If there is such a process it must be very slow otherwise gravitational waves couldn't travel such long distances and be detected on Earth.

(Also, perhaps if the gravitational wave did all decay into photons, perhaps these collection of photons couldn't be described in terms of waves?)

  • $\begingroup$ Related: Do electromagnetic waves interact with gravitational waves? $\endgroup$
    – Ghoster
    Commented Feb 17, 2023 at 18:35
  • $\begingroup$ This says something about it but I didn't understand it much: commons.erau.edu/cgi/…. $\endgroup$
    – user84158
    Commented Feb 17, 2023 at 18:43
  • $\begingroup$ Gravitational waves are described by General Relativity, which is not definitively quantized. Photons are quantum mechanical entities and appear in quantum mechanical interactions. The article you do not understand goes into possible quantization of GR which would result in the type of graviton+graviton interactions which could go into two photons, leading to the decay of the classical gravitational wave. Primary research goal is quantization of GR, and then speculations about gravitational waves. $\endgroup$
    – anna v
    Commented Feb 17, 2023 at 18:52
  • $\begingroup$ @zooby your 1st paragraph is true only if the BH is charged. Hawking in his calculation for Schwarz. BH assumed a simple renormalized scalar field STE to find the total outgoing flux of radiation. Likewise, if its a charged BH, you will need a renormalized Maxwell STE. The UD Detector in your linked article relies on the existence of an outgoing Maxwell radiation, so the BH must be charged to make any measurements. I'm not sure why this implies graviton decaying into photons etc $\endgroup$
    – paul230_x
    Commented Feb 17, 2023 at 20:00
  • $\begingroup$ However, mathematically there are close correspondence b/w calculations of gauge fields and similar calculations for spin 2 fields.

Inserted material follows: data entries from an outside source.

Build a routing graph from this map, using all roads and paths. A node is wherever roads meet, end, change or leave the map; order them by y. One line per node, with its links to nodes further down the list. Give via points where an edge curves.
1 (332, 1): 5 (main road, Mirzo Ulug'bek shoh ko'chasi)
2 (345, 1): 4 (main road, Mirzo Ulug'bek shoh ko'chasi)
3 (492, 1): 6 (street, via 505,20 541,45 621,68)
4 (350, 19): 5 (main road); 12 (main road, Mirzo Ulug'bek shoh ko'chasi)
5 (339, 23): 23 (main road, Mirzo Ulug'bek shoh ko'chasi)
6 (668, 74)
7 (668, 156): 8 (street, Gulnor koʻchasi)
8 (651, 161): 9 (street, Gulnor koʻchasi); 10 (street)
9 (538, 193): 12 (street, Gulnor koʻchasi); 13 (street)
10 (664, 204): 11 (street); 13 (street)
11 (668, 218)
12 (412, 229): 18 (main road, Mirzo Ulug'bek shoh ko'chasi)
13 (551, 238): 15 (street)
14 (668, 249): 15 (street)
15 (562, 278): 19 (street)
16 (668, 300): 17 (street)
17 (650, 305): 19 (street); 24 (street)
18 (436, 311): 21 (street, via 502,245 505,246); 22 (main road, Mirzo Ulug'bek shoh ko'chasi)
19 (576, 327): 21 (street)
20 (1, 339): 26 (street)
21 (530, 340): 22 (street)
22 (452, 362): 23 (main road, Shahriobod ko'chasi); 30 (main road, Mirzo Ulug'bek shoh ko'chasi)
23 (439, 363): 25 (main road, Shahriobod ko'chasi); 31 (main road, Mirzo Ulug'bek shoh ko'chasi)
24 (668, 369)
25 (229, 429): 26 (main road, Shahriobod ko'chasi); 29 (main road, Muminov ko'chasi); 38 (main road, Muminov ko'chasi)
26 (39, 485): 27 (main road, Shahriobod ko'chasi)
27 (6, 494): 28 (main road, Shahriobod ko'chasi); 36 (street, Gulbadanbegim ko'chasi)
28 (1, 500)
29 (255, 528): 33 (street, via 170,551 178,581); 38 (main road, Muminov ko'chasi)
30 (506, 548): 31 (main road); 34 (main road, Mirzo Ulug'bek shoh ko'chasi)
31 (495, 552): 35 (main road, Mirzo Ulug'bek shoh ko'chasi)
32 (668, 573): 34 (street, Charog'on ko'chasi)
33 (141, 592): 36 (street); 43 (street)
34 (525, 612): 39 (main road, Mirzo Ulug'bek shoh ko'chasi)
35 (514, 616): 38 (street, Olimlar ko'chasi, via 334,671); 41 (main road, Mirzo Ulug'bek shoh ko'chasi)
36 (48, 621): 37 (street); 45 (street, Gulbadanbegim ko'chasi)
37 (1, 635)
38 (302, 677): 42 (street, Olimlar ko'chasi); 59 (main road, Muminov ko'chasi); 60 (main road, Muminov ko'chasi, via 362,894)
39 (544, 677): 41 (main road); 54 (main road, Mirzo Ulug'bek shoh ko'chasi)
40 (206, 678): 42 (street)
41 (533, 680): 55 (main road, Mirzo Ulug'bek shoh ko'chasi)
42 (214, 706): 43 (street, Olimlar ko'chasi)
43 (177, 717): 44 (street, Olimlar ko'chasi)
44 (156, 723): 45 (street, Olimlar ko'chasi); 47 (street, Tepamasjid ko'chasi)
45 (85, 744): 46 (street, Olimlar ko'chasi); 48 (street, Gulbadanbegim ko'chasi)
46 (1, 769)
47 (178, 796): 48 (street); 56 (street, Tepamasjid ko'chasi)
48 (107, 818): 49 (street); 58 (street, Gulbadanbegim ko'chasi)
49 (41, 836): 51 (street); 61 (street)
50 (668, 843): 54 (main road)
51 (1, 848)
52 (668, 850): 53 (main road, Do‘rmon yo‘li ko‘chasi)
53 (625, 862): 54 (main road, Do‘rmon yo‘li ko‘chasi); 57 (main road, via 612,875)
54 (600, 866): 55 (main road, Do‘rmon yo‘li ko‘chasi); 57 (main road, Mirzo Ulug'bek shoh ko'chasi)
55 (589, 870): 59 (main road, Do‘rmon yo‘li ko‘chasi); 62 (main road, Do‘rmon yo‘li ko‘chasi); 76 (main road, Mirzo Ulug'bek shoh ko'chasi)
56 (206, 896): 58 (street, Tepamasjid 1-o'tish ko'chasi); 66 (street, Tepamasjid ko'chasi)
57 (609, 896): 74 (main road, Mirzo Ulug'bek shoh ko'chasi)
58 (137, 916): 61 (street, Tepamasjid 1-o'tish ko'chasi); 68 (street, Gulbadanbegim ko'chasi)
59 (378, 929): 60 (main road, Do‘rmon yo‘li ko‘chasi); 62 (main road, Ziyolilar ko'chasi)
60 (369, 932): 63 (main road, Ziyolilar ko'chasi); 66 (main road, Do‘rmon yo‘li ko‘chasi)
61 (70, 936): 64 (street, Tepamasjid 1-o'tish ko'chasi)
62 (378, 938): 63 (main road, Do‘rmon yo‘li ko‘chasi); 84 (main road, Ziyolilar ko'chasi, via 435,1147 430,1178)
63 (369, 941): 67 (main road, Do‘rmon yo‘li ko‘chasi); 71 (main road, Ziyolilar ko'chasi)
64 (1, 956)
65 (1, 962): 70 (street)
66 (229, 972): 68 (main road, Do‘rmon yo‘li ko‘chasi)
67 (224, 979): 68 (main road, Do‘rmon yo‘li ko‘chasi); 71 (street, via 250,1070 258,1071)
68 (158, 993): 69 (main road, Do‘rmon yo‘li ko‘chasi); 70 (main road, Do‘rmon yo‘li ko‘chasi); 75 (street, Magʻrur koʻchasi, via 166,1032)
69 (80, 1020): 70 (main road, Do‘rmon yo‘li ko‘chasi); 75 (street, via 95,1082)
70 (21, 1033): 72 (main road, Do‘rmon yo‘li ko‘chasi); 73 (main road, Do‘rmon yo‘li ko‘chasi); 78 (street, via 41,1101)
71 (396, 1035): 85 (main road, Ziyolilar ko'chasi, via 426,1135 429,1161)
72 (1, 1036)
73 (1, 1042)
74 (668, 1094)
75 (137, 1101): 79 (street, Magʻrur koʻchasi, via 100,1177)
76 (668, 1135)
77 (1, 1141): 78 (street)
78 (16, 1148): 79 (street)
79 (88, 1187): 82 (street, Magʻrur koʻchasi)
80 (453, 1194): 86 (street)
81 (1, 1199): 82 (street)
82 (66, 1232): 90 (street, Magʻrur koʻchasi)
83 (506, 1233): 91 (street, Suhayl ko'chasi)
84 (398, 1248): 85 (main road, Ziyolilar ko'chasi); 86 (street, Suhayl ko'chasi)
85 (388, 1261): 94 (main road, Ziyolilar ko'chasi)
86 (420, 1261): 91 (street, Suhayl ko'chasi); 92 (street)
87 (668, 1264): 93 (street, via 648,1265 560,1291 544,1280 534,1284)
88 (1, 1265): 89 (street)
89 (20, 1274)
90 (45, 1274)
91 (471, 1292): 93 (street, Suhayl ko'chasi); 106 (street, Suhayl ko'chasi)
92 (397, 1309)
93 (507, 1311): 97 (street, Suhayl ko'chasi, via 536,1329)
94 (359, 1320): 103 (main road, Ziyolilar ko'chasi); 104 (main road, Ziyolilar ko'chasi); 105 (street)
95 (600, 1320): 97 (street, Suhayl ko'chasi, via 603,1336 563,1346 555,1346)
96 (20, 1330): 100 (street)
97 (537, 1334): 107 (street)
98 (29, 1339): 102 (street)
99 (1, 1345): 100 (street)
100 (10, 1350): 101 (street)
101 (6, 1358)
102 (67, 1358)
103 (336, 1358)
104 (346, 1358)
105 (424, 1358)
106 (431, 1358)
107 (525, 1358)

See for instance, the classical double copy prescription by Prof. Tim Adamo et al $\endgroup$
    – paul230_x
    Commented Feb 17, 2023 at 20:04

2 Answers 2


I would say that title question mixes paradigms: “gravitational wave” usually implies classical gravitational radiation while “photons” are quantum entities.

Gravitational radiation can convert into electromagnetic radiation, or (in quantum terms) gravitons can convert into photons. Not “decay” as such, which implies spontaneity without external influences, but “convert” where some external cause facilitates such transition. For example, decay of a single graviton into one or several photons is forbidden by conservation laws (of energy, momentum, angular momentum). Similarly, in purely classical theory, initial data of purely gravitational radiation would never lead to formation of EM wave ($F_{\mu\nu}=0$ on a Cauchy surface ensures that $F_{\mu\nu}\equiv0$ at all times everywhere). But with some external cause the conversion is possible. E.g. gravitational wave can undergo conversion into EM radiation in the presence of a charged object, or in external magnetic fields. In quantum realm at least one additional particle is needed for conversion.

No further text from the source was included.